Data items

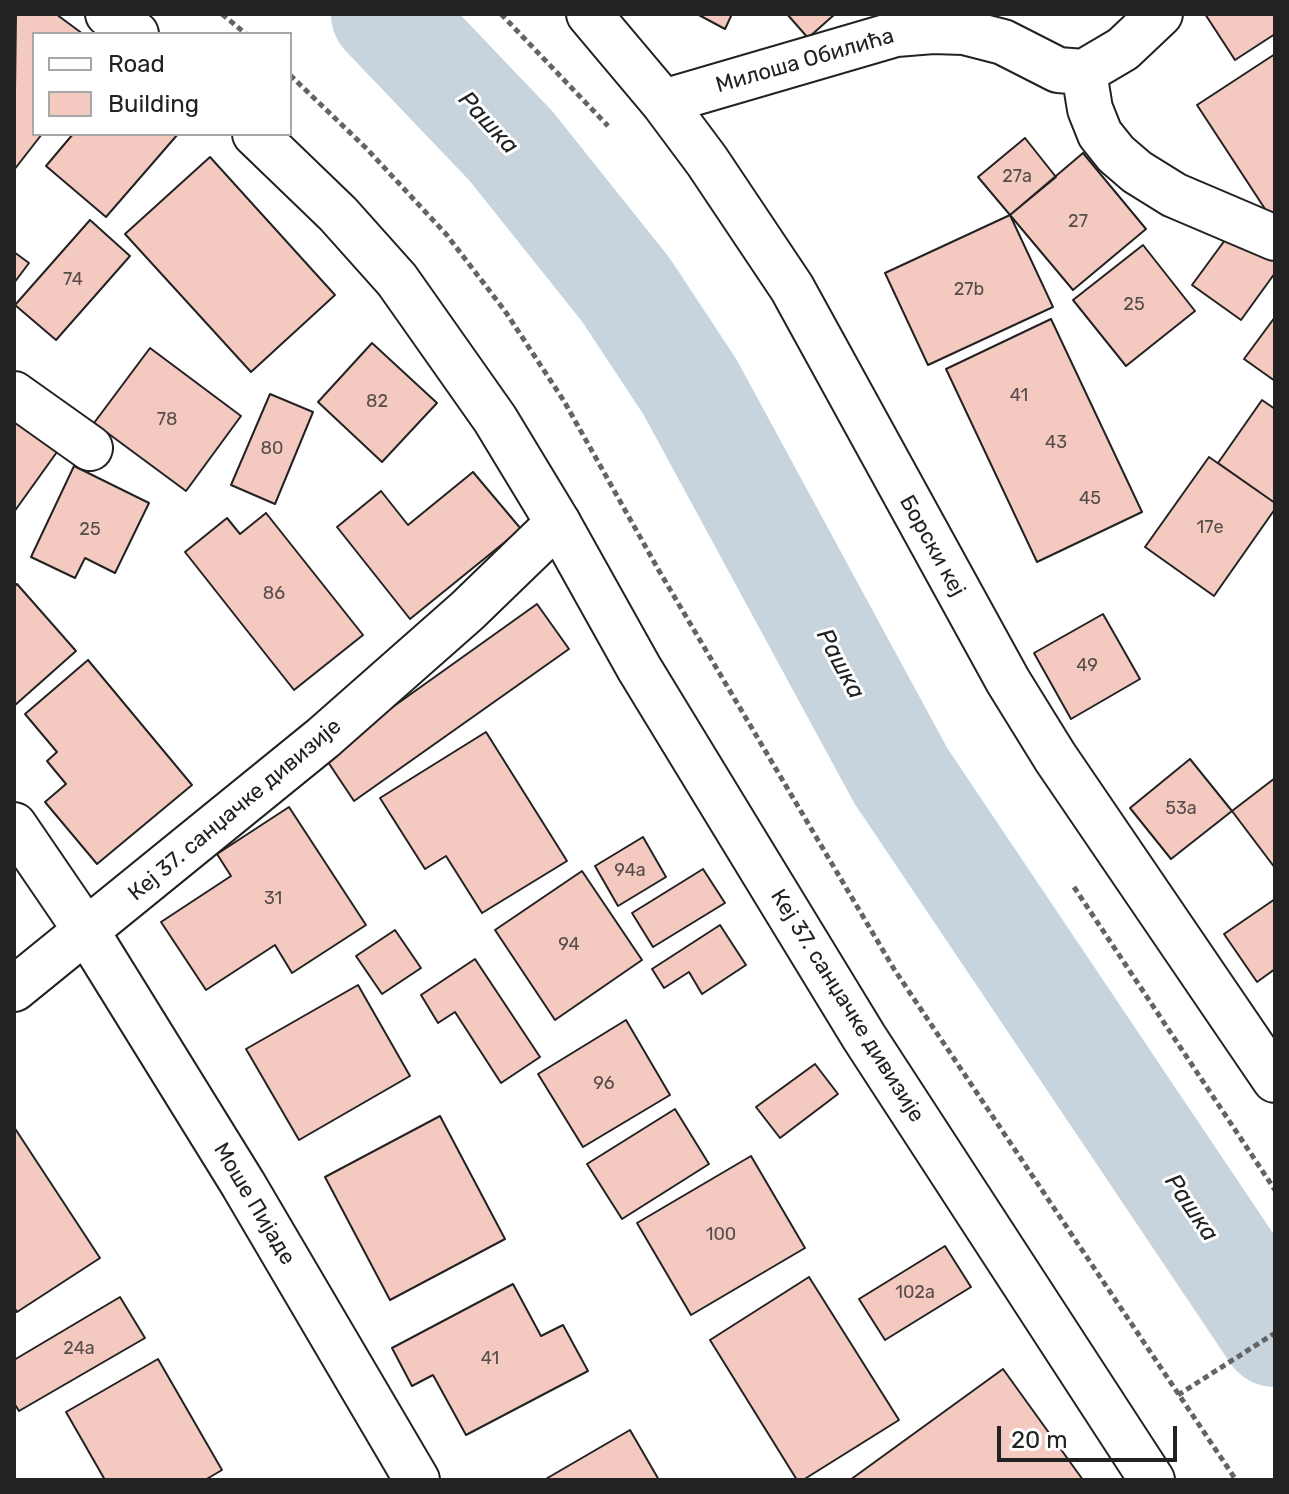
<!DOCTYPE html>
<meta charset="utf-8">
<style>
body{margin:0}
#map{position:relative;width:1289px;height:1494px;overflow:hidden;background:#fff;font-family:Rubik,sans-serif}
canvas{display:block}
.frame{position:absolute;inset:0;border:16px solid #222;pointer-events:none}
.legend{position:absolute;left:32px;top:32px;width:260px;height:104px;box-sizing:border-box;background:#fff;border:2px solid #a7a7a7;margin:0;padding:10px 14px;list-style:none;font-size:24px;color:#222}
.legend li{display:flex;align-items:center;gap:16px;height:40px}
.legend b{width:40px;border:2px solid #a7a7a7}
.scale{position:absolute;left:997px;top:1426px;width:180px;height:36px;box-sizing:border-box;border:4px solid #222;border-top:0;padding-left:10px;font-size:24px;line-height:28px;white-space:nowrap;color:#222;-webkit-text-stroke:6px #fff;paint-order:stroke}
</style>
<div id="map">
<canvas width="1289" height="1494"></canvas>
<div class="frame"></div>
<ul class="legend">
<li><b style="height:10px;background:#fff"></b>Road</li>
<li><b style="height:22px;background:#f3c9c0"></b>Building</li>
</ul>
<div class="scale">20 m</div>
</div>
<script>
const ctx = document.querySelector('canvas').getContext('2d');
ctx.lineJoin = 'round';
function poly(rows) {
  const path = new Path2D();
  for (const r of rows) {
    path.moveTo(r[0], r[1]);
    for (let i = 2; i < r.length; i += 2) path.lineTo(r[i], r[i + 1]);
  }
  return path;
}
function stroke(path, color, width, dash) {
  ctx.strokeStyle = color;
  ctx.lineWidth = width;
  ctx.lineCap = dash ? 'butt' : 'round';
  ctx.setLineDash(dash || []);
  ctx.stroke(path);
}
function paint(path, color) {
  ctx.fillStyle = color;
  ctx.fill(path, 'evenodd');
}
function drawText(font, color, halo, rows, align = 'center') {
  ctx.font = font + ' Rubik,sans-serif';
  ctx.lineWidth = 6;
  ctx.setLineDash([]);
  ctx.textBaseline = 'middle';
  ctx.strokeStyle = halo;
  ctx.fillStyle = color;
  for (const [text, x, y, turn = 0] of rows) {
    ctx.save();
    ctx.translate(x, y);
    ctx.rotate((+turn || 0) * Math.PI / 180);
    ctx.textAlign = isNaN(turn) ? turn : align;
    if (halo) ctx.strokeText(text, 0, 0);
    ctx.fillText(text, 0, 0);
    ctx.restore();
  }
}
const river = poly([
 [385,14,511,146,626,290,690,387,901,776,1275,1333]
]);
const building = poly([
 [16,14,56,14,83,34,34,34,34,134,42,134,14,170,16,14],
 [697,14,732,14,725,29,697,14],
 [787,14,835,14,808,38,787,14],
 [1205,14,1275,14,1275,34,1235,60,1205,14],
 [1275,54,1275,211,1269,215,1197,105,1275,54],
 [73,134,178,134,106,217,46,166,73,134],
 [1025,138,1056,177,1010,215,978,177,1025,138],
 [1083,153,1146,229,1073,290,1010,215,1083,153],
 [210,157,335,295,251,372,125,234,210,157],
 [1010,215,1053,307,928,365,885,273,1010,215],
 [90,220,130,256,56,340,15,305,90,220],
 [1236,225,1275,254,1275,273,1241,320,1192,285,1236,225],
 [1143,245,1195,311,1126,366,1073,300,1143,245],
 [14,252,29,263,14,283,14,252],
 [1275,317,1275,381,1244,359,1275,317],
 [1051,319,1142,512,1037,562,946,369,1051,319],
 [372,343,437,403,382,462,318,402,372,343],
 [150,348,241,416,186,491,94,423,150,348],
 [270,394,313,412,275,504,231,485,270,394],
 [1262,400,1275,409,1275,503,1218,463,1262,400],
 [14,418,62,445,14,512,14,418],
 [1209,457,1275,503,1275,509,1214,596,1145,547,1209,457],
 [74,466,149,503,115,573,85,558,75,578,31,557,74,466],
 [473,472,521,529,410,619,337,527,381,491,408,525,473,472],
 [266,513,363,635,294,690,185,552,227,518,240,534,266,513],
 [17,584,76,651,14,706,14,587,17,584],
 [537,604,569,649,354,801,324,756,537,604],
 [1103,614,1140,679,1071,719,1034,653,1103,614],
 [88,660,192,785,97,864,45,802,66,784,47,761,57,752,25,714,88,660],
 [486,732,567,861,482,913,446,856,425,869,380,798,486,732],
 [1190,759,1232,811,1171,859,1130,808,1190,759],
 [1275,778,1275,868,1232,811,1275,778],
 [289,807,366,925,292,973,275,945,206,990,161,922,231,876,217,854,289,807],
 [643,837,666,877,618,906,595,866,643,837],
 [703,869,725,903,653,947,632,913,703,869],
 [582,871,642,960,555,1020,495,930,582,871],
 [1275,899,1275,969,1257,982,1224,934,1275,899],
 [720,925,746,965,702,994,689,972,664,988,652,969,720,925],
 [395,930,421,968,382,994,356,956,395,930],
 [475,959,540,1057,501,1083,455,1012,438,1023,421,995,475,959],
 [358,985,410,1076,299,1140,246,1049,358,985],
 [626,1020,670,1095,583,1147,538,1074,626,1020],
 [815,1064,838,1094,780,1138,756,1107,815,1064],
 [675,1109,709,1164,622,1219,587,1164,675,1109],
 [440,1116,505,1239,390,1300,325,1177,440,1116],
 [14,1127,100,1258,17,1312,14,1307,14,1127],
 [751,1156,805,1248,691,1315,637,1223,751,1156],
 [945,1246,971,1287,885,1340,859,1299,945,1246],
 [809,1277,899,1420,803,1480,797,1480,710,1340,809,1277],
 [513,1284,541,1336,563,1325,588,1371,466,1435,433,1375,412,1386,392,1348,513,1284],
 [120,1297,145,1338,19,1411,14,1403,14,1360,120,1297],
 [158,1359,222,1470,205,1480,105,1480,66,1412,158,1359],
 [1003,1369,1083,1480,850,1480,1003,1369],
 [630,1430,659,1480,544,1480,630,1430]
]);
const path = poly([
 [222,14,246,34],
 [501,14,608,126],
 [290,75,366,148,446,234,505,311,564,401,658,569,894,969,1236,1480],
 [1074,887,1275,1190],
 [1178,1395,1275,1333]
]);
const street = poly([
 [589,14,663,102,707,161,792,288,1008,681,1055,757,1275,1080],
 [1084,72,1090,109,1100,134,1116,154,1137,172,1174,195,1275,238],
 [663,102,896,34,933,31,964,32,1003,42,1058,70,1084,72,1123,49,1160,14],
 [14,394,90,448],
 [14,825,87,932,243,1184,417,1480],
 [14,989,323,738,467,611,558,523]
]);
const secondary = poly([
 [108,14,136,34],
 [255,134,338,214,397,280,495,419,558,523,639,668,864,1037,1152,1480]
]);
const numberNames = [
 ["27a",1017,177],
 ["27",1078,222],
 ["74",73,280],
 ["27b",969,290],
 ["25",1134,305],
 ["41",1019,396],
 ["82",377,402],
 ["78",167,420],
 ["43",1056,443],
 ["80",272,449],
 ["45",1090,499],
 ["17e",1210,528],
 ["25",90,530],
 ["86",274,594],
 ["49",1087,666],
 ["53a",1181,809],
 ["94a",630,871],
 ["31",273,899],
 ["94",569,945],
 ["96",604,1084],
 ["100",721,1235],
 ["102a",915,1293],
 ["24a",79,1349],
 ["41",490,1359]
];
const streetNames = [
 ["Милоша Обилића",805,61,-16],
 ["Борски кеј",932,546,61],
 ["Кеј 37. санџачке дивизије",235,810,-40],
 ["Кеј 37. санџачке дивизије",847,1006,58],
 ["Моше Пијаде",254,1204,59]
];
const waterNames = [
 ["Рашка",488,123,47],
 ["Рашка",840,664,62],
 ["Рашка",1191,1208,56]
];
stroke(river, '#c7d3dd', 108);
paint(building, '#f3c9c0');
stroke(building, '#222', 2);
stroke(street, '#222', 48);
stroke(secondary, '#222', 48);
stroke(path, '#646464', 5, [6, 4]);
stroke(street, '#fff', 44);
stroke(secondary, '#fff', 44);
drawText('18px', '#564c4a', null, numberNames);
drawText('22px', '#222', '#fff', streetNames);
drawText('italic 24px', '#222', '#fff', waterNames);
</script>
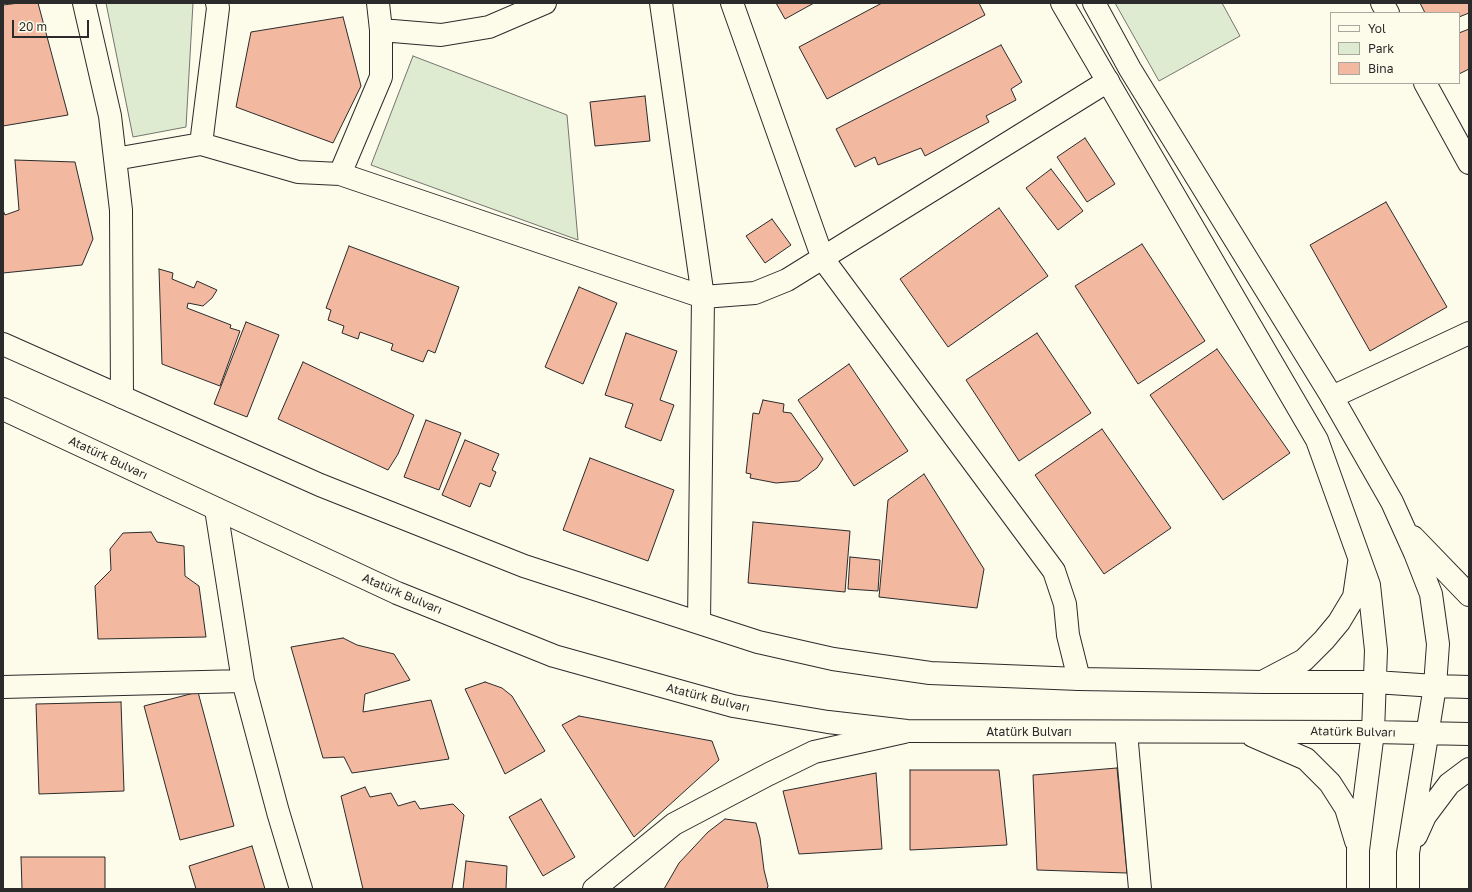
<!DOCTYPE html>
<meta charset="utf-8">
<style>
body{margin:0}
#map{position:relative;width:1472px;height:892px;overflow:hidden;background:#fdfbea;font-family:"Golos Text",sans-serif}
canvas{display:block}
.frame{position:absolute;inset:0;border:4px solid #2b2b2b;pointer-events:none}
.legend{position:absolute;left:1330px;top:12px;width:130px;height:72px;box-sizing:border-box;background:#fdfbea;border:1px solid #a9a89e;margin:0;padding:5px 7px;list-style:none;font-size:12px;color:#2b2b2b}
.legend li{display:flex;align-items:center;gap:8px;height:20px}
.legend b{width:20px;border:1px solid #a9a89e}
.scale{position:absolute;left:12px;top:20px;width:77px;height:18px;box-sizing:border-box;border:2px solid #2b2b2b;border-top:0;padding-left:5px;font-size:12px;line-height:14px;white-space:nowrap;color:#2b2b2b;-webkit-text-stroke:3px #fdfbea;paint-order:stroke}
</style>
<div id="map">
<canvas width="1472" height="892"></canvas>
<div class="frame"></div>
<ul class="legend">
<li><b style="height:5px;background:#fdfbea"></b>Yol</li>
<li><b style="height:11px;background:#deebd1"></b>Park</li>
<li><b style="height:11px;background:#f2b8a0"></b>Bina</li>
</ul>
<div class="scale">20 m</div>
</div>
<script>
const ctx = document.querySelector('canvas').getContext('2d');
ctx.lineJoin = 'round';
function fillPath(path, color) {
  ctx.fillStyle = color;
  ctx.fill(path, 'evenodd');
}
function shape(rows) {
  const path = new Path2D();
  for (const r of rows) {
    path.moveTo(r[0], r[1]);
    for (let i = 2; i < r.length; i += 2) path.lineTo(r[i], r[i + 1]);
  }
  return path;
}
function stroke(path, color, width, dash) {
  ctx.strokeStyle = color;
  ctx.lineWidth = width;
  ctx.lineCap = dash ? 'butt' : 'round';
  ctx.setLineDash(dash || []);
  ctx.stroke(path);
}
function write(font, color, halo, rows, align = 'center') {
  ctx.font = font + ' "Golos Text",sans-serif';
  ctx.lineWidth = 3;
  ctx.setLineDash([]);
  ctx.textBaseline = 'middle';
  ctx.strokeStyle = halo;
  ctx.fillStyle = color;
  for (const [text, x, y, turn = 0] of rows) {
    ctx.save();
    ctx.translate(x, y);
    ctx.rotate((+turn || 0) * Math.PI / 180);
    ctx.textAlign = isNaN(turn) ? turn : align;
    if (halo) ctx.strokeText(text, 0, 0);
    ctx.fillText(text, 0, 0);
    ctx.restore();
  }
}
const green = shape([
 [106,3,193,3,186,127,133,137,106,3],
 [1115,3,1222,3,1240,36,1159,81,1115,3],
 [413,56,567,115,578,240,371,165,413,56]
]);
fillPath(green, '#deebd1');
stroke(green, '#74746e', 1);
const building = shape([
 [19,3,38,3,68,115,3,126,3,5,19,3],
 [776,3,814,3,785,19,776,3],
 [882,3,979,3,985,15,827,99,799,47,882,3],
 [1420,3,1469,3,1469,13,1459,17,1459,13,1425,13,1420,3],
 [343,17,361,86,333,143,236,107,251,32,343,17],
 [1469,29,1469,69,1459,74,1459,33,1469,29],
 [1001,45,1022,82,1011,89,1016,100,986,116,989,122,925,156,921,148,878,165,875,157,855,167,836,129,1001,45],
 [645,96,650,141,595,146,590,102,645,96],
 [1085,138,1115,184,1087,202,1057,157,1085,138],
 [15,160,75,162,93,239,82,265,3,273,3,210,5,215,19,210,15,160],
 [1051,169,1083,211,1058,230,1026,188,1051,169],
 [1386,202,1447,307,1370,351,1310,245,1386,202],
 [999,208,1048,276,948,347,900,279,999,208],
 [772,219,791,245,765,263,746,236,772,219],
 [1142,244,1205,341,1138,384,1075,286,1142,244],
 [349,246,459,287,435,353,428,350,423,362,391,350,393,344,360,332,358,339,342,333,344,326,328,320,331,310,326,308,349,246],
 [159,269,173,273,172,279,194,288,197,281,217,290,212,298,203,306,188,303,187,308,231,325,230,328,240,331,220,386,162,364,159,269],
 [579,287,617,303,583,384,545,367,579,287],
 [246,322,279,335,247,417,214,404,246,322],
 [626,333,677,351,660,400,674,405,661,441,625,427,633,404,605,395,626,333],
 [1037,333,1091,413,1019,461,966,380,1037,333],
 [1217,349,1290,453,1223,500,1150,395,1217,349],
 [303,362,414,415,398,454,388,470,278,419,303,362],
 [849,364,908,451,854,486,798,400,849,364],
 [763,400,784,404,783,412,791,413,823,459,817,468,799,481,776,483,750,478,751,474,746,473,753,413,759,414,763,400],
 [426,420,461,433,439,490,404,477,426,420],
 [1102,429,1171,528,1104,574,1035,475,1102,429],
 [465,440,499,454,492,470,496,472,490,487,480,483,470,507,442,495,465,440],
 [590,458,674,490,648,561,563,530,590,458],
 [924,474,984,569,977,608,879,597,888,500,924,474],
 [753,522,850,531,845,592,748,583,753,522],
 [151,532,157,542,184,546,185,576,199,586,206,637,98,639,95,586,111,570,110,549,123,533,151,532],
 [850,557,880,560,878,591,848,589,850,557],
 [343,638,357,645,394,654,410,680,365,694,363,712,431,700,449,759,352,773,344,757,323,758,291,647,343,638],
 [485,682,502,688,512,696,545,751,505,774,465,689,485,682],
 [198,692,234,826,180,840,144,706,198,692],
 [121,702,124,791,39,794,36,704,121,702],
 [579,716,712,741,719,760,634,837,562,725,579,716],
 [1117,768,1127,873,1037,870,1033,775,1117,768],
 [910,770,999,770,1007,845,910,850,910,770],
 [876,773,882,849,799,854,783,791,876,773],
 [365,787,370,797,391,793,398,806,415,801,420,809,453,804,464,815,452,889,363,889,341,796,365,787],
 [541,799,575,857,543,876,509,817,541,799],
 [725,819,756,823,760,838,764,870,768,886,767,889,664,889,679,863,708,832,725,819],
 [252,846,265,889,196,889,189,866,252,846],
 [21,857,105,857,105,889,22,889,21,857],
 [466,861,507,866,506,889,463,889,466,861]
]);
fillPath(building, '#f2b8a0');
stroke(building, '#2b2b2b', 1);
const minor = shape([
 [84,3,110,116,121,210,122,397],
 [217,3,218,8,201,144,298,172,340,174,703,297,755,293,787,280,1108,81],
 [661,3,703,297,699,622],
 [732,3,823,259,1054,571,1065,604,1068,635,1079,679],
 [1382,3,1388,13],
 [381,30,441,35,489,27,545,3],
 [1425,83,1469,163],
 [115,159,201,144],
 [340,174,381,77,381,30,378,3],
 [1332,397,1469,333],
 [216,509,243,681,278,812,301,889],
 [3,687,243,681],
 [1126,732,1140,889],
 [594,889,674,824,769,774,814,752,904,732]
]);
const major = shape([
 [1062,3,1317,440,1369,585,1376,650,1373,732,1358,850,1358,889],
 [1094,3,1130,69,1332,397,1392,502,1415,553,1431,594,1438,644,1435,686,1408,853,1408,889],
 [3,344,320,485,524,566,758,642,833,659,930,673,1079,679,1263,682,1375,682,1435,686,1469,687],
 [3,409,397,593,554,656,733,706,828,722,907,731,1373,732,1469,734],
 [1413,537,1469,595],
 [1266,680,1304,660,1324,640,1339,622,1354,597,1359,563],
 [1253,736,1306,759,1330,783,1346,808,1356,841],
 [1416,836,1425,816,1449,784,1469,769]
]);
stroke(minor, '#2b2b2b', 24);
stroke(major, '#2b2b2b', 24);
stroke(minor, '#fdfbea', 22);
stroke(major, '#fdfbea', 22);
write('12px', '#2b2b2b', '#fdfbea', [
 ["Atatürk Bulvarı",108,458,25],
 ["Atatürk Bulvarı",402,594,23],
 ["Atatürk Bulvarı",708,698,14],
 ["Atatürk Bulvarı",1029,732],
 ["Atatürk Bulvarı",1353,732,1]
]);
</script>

▶ **About this task**
Return exactly the lines of the data, beginning with the first and ending with the line containing "ctx.font = font + ' Rubik,sans-serif';". Skip the pictures.

▶ **Answer space**
<!DOCTYPE html>
<meta charset="utf-8">
<style>
body{margin:0}
#map{position:relative;width:1289px;height:1494px;overflow:hidden;background:#fff;font-family:Rubik,sans-serif}
canvas{display:block}
.frame{position:absolute;inset:0;border:16px solid #222;pointer-events:none}
.legend{position:absolute;left:32px;top:32px;width:260px;height:104px;box-sizing:border-box;background:#fff;border:2px solid #a7a7a7;margin:0;padding:10px 14px;list-style:none;font-size:24px;color:#222}
.legend li{display:flex;align-items:center;gap:16px;height:40px}
.legend b{width:40px;border:2px solid #a7a7a7}
.scale{position:absolute;left:997px;top:1426px;width:180px;height:36px;box-sizing:border-box;border:4px solid #222;border-top:0;padding-left:10px;font-size:24px;line-height:28px;white-space:nowrap;color:#222;-webkit-text-stroke:6px #fff;paint-order:stroke}
</style>
<div id="map">
<canvas width="1289" height="1494"></canvas>
<div class="frame"></div>
<ul class="legend">
<li><b style="height:10px;background:#fff"></b>Road</li>
<li><b style="height:22px;background:#f3c9c0"></b>Building</li>
</ul>
<div class="scale">20 m</div>
</div>
<script>
const ctx = document.querySelector('canvas').getContext('2d');
ctx.lineJoin = 'round';
function poly(rows) {
  const path = new Path2D();
  for (const r of rows) {
    path.moveTo(r[0], r[1]);
    for (let i = 2; i < r.length; i += 2) path.lineTo(r[i], r[i + 1]);
  }
  return path;
}
function stroke(path, color, width, dash) {
  ctx.strokeStyle = color;
  ctx.lineWidth = width;
  ctx.lineCap = dash ? 'butt' : 'round';
  ctx.setLineDash(dash || []);
  ctx.stroke(path);
}
function paint(path, color) {
  ctx.fillStyle = color;
  ctx.fill(path, 'evenodd');
}
function drawText(font, color, halo, rows, align = 'center') {
  ctx.font = font + ' Rubik,sans-serif';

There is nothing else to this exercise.